__ASSIGNMENT__.
Word for word, restate the records that come after this.

__SUPPLIED DATA__.
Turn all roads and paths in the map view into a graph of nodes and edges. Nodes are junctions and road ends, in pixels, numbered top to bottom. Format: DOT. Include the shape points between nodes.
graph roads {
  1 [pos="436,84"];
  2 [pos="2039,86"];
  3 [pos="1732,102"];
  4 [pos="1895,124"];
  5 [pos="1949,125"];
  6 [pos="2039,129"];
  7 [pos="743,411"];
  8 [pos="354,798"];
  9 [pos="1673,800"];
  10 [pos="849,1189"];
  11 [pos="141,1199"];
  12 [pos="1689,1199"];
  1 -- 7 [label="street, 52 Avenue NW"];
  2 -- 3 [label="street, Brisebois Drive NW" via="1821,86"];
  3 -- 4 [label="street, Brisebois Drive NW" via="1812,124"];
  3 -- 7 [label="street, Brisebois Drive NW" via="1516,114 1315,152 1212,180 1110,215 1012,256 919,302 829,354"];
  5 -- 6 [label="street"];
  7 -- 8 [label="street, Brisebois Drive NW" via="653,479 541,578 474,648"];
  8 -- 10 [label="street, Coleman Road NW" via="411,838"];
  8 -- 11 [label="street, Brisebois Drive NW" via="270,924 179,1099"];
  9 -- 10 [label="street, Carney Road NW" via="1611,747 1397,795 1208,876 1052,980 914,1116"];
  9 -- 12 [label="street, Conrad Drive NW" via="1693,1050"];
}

__ANSWER BOX__.
Turn all roads and paths in the map view into a graph of nodes and edges. Nodes are junctions and road ends, in pixels, numbered top to bottom. Format: DOT. Include the shape points between nodes.
graph roads {
  1 [pos="436,84"];
  2 [pos="2039,86"];
  3 [pos="1732,102"];
  4 [pos="1895,124"];
  5 [pos="1949,125"];
  6 [pos="2039,129"];
  7 [pos="743,411"];
  8 [pos="354,798"];
  9 [pos="1673,800"];
  10 [pos="849,1189"];
  11 [pos="141,1199"];
  12 [pos="1689,1199"];
  1 -- 7 [label="street, 52 Avenue NW"];
  2 -- 3 [label="street, Brisebois Drive NW" via="1821,86"];
  3 -- 4 [label="street, Brisebois Drive NW" via="1812,124"];
  3 -- 7 [label="street, Brisebois Drive NW" via="1516,114 1315,152 1212,180 1110,215 1012,256 919,302 829,354"];
  5 -- 6 [label="street"];
  7 -- 8 [label="street, Brisebois Drive NW" via="653,479 541,578 474,648"];
  8 -- 10 [label="street, Coleman Road NW" via="411,838"];
  8 -- 11 [label="street, Brisebois Drive NW" via="270,924 179,1099"];
  9 -- 10 [label="street, Carney Road NW" via="1611,747 1397,795 1208,876 1052,980 914,1116"];
  9 -- 12 [label="street, Conrad Drive NW" via="1693,1050"];
}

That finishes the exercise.